Consumer attention is increasingly fragmented, while opportunities for genuine engagement have become harder to create. People skip ads, ignore promotional messages, and spend their time across countless digital platforms. The question for brands is no longer how to be seen, but how to become part of experiences that people genuinely value.
This is why live events deserve a different place in today’s marketing mix. According to the latest Events Behavior 2026 – Starcom Romania study, events are no longer just communication channels or sponsorship opportunities. They have become spaces where people actively choose to spend their time, giving brands a rare chance to create genuine connections rather than simply generate visibility.
People aren’t just attending events – they’re investing in experiences
Despite ongoing economic pressure, live events continue to attract audiences. The results show that over 82% of Romanians have attended at least one event in the past 12 months, attending, on average, about two to three events per person.
As the Starcom Romania research team highlights, “Events are no longer just spaces for brand exposure. They have become environments where people choose to spend their time, discover new things, and create lasting memories. In this context, relevance and usefulness matter far more than simply being present or visible.”
What’s particularly interesting is why they attend
Relaxation remains the strongest motivation, closely followed by the desire to discover something new and experience a unique atmosphere. In other words, people are not simply purchasing tickets; they are investing in moments that break routine and create memories.
At the same time, the biggest barriers are practical rather than emotional. Cost remains the primary obstacle, followed by time constraints and accessibility. This suggests that demand for live experiences is healthy, but consumers have become more selective about where they invest both their time and money.
The rules of brand engagement are changing
One of the study’s most compelling findings challenges a common assumption: consumers are often described as becoming increasingly resistant to advertising. Yet when it comes to events, almost three quarters of respondents say they are open to brands being present.
The implication is important. People haven’t become resistant to brands, they’ve become selective about the value brands bring to their experiences.
Relevance, more than visibility, has become the key driver of brand acceptance
Brands that naturally fit the event, contribute something useful and enhance the overall experience generate significantly stronger goodwill than those focused primarily on exposure.
For marketers, this represents a shift in mindset – success is no longer measured by whether a logo is seen, but by whether the brand meaningfully improves the participant’s experience.

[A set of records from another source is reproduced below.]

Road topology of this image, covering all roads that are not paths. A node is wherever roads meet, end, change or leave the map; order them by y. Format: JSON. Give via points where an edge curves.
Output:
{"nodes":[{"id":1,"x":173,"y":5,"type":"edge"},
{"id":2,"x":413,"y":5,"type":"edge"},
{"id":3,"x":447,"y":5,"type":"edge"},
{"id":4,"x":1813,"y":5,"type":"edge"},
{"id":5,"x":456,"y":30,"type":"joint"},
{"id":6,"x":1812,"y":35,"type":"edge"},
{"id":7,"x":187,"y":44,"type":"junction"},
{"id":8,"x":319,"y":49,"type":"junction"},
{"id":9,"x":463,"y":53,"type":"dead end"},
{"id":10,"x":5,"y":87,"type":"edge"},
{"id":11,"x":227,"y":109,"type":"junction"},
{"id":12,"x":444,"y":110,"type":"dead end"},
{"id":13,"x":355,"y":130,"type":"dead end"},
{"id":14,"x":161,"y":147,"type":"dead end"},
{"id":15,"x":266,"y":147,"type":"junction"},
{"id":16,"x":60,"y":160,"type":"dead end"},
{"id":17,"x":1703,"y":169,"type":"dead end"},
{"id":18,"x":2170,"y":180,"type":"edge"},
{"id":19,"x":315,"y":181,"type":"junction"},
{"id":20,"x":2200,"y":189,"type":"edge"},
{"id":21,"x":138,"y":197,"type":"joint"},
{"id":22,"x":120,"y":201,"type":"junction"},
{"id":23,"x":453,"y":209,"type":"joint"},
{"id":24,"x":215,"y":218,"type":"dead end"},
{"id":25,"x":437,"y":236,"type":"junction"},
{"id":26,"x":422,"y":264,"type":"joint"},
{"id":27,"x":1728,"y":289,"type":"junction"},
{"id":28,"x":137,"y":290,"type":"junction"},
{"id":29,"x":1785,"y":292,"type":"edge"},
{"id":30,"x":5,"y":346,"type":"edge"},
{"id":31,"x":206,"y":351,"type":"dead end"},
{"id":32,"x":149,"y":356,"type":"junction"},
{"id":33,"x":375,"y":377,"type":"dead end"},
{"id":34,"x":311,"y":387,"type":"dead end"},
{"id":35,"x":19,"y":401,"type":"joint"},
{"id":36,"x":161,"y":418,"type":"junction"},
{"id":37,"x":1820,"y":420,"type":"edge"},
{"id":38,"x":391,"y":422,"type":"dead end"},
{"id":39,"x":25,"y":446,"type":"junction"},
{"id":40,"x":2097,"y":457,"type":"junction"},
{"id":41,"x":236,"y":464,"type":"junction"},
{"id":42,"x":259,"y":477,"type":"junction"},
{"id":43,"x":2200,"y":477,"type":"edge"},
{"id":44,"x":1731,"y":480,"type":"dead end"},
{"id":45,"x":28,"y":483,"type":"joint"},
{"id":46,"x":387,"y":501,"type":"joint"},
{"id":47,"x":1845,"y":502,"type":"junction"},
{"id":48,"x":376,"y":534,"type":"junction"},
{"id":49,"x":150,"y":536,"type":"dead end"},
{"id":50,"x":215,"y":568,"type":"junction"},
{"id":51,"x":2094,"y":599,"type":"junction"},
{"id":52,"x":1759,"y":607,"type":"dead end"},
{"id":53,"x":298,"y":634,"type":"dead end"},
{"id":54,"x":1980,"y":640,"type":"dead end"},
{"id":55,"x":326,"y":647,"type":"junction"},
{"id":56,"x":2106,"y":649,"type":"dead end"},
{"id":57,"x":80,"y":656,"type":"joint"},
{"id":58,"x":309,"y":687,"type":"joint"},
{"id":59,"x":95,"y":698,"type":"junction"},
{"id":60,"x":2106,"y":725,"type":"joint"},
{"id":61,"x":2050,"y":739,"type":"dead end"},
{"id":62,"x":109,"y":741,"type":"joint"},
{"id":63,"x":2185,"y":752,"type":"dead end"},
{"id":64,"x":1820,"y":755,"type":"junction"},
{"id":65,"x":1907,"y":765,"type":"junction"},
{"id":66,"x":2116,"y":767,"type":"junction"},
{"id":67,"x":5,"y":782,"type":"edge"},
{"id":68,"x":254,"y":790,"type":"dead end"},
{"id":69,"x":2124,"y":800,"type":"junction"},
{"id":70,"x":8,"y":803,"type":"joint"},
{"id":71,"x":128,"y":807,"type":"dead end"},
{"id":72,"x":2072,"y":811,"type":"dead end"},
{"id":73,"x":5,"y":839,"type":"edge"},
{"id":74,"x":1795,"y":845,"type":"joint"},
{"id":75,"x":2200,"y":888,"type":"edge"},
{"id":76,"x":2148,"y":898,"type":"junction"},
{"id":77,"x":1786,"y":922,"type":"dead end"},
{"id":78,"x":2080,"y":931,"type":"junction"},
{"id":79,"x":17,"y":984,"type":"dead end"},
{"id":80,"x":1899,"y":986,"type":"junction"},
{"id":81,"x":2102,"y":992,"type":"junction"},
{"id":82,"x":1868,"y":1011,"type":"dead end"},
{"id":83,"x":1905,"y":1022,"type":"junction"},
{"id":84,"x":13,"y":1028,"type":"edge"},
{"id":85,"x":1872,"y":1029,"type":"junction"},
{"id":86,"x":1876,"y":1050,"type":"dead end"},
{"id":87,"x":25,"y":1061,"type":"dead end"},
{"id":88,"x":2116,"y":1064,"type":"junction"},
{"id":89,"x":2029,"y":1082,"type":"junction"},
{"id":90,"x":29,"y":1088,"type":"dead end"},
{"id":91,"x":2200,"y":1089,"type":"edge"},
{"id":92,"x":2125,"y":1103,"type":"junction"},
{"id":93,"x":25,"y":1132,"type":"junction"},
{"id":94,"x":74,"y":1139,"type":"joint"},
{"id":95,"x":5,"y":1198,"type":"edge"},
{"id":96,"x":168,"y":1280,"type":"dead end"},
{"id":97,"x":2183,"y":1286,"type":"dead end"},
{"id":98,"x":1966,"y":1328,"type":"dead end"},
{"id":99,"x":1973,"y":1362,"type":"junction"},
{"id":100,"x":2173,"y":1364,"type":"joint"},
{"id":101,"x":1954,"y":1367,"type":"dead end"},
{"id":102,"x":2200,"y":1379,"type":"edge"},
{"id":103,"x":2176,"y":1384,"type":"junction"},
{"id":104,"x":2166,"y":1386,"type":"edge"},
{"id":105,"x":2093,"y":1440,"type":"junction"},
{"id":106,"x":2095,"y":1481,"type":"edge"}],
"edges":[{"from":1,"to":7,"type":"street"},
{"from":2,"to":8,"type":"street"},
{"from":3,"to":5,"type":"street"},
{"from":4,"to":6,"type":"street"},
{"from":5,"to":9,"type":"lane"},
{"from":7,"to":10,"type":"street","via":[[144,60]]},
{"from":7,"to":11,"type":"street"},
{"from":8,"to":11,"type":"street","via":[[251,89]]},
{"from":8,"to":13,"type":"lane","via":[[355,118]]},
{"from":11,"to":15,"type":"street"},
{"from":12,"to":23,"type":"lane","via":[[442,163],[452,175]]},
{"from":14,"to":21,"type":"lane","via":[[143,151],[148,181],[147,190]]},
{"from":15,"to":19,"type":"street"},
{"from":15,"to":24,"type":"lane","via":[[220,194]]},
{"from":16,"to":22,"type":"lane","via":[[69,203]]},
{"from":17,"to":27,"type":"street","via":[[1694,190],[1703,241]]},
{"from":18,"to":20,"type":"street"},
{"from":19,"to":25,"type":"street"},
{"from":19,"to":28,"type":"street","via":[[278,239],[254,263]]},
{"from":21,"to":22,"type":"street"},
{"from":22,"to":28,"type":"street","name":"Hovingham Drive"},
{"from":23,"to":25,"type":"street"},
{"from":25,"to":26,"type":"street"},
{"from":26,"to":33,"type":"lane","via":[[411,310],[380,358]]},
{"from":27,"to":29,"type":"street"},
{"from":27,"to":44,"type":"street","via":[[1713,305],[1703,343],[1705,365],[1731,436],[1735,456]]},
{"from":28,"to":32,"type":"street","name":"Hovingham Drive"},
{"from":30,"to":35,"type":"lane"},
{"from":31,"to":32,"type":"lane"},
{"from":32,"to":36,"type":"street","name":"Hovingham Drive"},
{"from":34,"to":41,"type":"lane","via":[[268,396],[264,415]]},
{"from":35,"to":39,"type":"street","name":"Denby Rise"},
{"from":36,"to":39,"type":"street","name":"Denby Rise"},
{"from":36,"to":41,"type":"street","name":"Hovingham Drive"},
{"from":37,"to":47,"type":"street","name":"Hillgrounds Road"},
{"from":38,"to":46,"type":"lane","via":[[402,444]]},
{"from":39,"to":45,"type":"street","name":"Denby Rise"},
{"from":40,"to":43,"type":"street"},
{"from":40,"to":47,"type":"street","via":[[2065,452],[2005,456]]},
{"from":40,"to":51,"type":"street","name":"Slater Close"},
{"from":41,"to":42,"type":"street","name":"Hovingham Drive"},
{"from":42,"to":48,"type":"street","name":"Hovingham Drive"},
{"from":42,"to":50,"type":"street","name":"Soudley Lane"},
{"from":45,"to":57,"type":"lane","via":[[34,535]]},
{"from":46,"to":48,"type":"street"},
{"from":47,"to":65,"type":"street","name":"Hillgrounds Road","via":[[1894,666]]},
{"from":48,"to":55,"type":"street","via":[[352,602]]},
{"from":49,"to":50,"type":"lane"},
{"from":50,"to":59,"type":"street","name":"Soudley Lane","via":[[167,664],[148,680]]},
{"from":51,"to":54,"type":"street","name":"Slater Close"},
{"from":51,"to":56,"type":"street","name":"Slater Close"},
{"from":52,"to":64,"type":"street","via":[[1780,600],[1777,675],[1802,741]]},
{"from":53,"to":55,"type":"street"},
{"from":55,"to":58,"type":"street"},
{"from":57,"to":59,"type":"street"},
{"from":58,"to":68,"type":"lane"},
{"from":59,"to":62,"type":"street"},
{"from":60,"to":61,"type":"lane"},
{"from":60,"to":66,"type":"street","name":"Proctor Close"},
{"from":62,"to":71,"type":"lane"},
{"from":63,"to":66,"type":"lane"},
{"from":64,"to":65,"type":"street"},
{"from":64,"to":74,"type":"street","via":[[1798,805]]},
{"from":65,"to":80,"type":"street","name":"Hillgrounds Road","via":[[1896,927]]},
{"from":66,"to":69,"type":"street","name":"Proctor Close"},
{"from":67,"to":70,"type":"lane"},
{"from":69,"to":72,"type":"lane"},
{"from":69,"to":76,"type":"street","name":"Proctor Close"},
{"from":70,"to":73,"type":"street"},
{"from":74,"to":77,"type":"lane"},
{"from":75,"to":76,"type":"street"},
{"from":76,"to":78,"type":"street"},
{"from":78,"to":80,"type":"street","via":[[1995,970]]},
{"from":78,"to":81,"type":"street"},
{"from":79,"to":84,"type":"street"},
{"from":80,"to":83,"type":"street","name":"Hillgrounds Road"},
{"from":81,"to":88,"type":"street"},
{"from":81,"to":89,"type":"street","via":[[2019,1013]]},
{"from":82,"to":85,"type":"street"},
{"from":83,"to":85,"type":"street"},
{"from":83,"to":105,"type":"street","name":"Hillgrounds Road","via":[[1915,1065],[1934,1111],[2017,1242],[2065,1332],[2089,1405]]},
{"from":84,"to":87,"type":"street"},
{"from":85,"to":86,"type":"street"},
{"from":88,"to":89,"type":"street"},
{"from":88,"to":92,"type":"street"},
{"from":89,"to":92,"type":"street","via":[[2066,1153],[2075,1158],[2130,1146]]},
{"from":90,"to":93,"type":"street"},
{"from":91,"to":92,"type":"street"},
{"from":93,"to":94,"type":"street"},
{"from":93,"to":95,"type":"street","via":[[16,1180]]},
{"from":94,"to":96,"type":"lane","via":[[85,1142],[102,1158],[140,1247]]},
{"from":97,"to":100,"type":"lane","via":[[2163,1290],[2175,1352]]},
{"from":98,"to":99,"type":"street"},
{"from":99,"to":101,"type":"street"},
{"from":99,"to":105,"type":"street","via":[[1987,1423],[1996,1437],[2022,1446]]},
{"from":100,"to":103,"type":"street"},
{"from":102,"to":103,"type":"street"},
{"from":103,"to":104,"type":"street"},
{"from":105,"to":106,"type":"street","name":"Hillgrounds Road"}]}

Event marketing is evolving from sponsorship to service
The activations audiences value most reinforce this shift: product sampling, exclusive event offers and practical amenities such as recharge or relaxation areas all rank higher than purely promotional executions.
While these activations differ in format, they share a common characteristic – they solve a need, remove friction or add genuine value.
This is perhaps the biggest lesson emerging from the research
The future of experiential marketing isn’t about creating bigger brand moments. It’s about designing better participant experiences. Brands that make an event easier, more enjoyable or more memorable are the ones people are most likely to remember afterwards.
Timing matters more than ever. The study also reveals that event decisions happen surprisingly late: more than half of attendees begin looking for information less than a month before an event, indicating that interest peaks much closer to the attendance decision than many communication plans assume.
Equally revealing is the role of personal recommendation. Word of mouth remains the leading discovery mechanism, reminding marketers that the quality of the experience itself often becomes the most effective media channel.
A memorable event creates conversations long after it ends
From sponsorship to relationships – perhaps the most significant takeaway from the research is that events occupy a unique position in today’s customer journey.
Unlike many digital touch-points, they bring together attention, emotion, social interaction and physical experience in the same moment. That combination creates conditions where consumers are not simply exposed to brands, they are willing to interact with them.
For marketers, this changes the role of events entirely. The question is no longer how can our brand be present, but how can our brand contribute?
Events Behavior 2026 explores event attendance, perceptions of brand presence, awareness and interest in 120 events planned for 2026, and music preferences, including profiles of over 170 Romanian artists across 10 genres. Additional insights are available upon request (consumer@starcomww.com), covering event trends (2021–2026), interests across cultural, sports, and music events, and demographic comparisons.
Methodology
The “Events Behavior Study 2026” was conducted by the agency Starcom Romania between June 09-16, 2026, on a sample of 1012 respondents, using the CAWI (Computer Assisted Web Interviews) method. The study is part of the HumanGraph Experience series, a research tool for analyzing and understanding human behavior in different contexts, focused on collecting and visualizing relevant data.